Task:
Using the entries that follow, report how many lines contain the word "Calle". Only the number is wanted.

'''

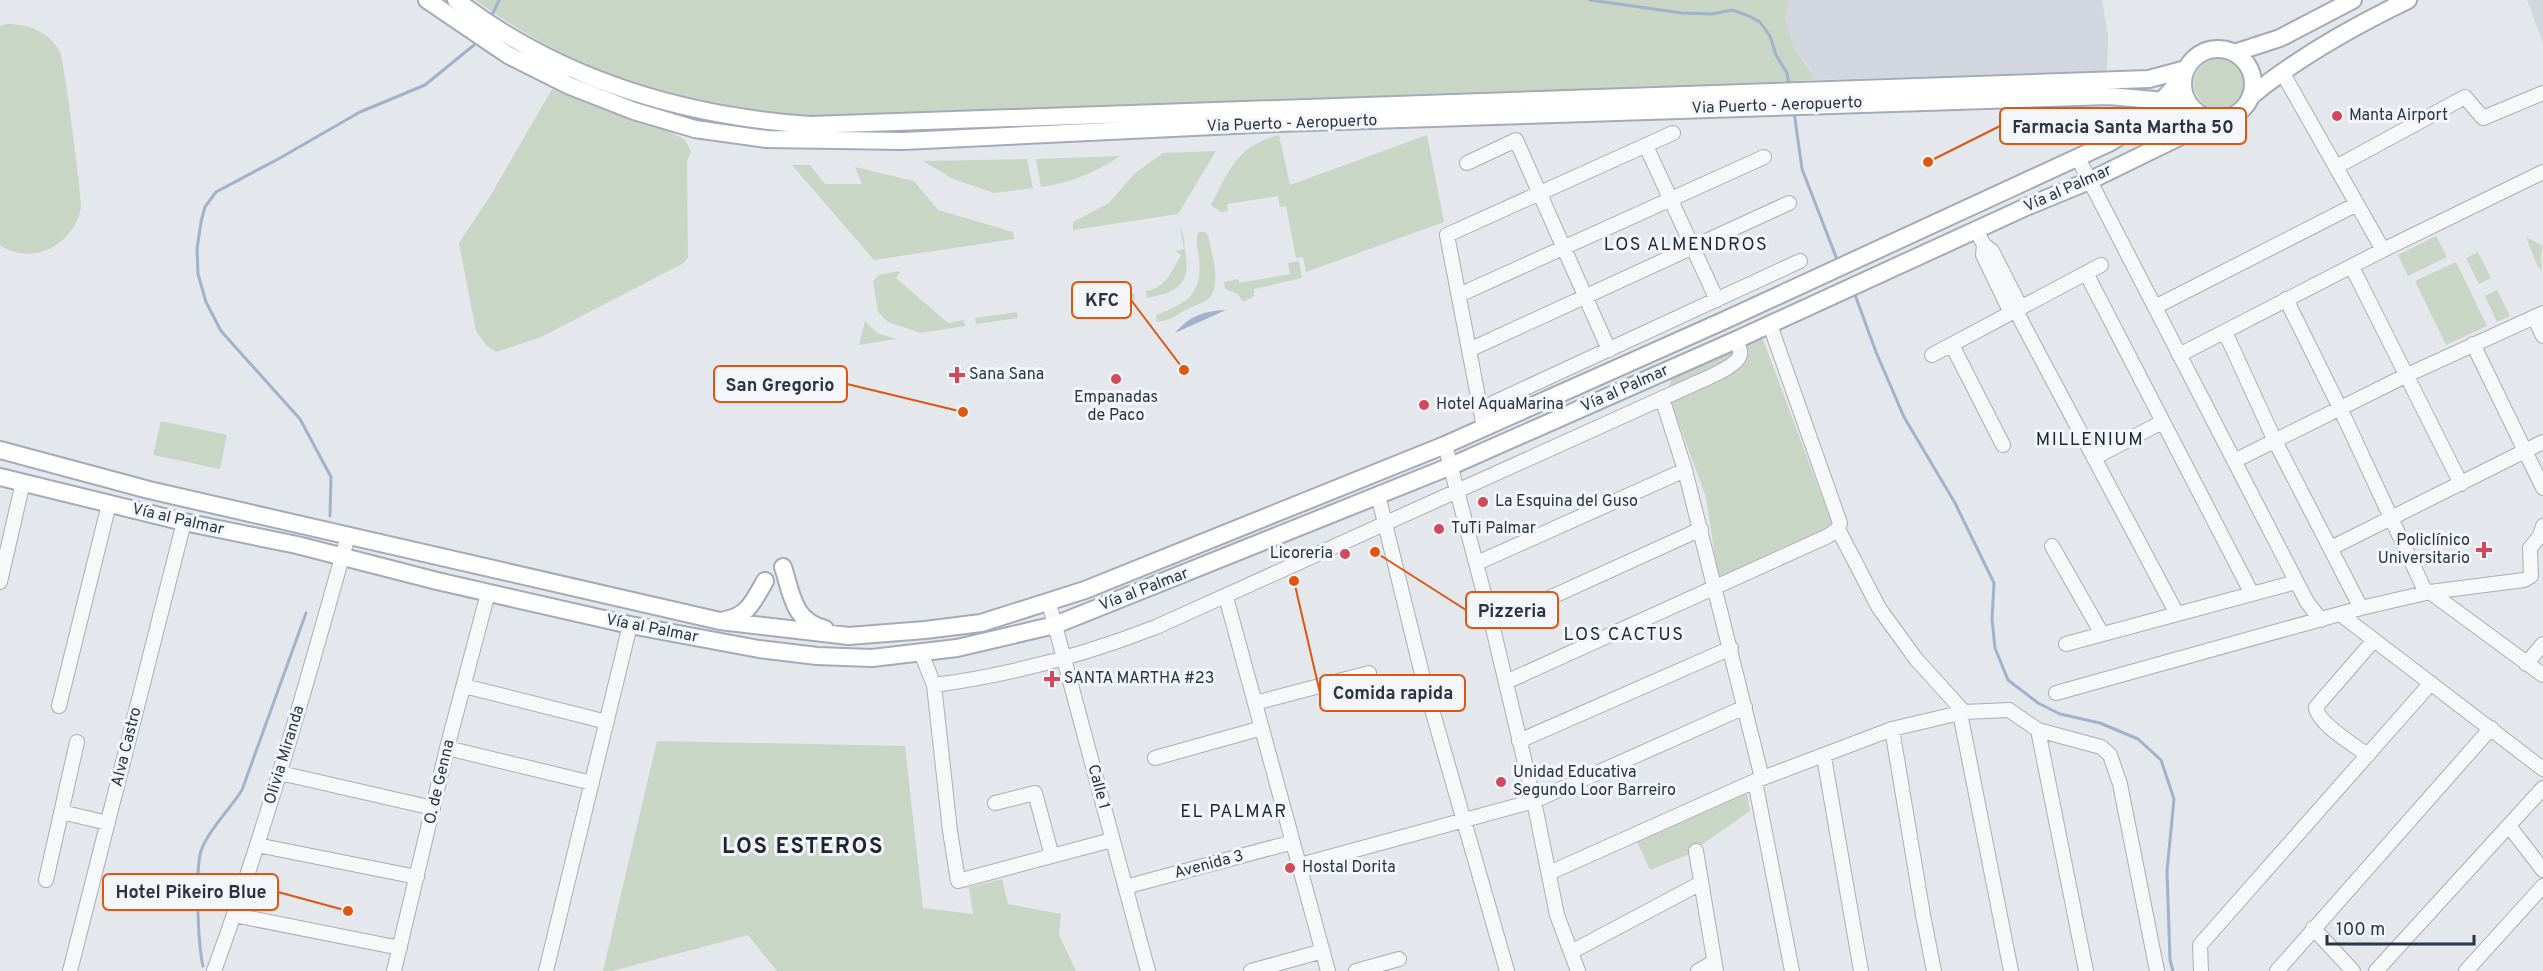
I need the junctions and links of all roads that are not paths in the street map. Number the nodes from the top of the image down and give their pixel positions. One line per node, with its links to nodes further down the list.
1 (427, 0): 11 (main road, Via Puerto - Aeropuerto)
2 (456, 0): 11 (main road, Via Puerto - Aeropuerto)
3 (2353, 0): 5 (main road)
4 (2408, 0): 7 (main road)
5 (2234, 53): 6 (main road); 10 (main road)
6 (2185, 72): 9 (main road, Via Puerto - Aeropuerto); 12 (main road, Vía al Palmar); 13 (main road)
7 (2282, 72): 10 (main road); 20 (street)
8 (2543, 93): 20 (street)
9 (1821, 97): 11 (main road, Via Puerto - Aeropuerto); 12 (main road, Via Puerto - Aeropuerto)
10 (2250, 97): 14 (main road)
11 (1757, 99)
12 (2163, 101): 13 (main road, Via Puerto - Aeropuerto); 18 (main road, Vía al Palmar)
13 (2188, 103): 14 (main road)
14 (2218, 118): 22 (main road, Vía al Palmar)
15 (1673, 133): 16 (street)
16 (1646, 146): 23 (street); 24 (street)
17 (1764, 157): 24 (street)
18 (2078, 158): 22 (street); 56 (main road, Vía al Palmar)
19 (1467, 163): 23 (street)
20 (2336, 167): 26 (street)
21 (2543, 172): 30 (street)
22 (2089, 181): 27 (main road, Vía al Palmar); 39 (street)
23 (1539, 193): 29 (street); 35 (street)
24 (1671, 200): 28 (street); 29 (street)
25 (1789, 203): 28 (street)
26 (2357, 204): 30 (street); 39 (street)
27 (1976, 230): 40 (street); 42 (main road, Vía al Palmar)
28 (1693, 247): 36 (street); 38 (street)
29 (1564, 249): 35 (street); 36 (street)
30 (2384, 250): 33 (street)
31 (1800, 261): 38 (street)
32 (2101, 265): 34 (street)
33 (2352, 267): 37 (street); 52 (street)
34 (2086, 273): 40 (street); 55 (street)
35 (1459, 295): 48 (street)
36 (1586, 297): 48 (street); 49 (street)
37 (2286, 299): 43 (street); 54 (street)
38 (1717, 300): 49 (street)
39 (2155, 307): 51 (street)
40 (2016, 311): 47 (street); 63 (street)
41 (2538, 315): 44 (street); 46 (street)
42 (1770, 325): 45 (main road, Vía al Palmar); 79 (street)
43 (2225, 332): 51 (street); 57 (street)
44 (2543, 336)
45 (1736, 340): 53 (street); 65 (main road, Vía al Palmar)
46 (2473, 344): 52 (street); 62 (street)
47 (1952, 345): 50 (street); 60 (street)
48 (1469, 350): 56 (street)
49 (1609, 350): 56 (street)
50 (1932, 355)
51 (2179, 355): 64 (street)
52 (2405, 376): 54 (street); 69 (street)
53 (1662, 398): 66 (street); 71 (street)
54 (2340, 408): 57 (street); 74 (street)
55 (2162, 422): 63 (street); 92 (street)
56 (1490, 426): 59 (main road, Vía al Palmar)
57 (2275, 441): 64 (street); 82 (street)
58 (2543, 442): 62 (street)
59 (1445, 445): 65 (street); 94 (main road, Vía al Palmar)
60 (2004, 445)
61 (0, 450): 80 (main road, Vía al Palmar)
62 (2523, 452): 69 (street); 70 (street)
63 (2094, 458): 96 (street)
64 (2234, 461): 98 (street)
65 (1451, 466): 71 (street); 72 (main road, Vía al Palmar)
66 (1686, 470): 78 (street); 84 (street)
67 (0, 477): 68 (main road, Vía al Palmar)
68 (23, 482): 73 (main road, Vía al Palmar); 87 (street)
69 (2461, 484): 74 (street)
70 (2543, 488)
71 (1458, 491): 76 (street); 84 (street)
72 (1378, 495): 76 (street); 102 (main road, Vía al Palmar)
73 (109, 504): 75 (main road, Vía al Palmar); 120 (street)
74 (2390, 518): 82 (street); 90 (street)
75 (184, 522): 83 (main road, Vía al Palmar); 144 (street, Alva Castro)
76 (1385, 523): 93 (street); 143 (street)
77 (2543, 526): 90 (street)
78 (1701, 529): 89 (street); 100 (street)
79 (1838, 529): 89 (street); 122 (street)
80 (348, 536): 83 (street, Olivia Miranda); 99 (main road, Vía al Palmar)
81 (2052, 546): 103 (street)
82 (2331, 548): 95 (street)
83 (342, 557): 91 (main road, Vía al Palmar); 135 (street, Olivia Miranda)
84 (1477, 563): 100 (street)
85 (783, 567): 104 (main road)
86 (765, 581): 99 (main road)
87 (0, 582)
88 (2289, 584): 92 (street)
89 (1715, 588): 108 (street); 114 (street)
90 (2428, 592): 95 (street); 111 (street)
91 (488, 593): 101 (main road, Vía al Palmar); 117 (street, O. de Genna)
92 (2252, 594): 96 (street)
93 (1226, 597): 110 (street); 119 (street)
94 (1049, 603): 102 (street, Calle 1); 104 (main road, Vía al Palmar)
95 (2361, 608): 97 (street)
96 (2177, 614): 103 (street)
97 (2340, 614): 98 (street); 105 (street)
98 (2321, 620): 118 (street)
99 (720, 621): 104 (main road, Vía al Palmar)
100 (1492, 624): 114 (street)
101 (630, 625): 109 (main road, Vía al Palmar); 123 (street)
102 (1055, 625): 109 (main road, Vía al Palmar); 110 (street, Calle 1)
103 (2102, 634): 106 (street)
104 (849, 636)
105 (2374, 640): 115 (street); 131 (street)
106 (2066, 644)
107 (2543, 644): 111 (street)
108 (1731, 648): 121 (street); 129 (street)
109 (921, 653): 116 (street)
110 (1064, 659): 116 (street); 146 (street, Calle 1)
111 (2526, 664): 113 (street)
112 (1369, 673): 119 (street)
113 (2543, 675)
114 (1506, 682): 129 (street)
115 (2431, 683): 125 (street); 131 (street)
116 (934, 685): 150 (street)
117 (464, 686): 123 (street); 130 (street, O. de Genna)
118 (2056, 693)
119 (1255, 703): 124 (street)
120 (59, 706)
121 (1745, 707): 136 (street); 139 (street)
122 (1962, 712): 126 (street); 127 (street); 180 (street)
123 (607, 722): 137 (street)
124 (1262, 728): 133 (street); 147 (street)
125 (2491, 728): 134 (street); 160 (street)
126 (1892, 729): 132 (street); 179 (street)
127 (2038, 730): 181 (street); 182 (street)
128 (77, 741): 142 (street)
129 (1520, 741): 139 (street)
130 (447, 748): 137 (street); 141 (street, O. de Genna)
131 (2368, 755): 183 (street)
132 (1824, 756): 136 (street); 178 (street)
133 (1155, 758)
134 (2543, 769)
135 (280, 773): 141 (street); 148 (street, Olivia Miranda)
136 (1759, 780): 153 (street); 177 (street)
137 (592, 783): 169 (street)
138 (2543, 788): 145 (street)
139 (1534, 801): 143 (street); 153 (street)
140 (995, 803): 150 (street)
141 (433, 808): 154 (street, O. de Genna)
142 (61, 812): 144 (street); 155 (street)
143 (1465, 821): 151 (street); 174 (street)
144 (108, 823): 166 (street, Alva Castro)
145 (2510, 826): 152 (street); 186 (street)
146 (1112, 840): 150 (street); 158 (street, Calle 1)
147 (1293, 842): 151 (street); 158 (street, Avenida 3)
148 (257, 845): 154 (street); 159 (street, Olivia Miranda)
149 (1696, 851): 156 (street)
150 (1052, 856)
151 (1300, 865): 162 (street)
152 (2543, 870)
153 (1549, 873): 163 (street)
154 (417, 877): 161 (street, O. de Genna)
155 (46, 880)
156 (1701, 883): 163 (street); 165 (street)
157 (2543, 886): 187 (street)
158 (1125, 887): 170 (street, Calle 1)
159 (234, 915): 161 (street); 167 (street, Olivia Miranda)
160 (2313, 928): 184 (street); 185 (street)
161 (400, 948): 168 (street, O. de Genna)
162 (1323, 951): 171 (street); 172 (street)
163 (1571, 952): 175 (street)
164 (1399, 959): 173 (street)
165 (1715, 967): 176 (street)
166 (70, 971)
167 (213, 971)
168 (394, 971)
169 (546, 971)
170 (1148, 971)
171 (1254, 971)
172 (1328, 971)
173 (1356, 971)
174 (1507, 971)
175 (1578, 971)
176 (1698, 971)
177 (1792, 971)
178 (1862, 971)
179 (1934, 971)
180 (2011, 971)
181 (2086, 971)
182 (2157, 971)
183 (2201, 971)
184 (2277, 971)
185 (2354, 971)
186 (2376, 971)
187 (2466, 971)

'''

Task response:
5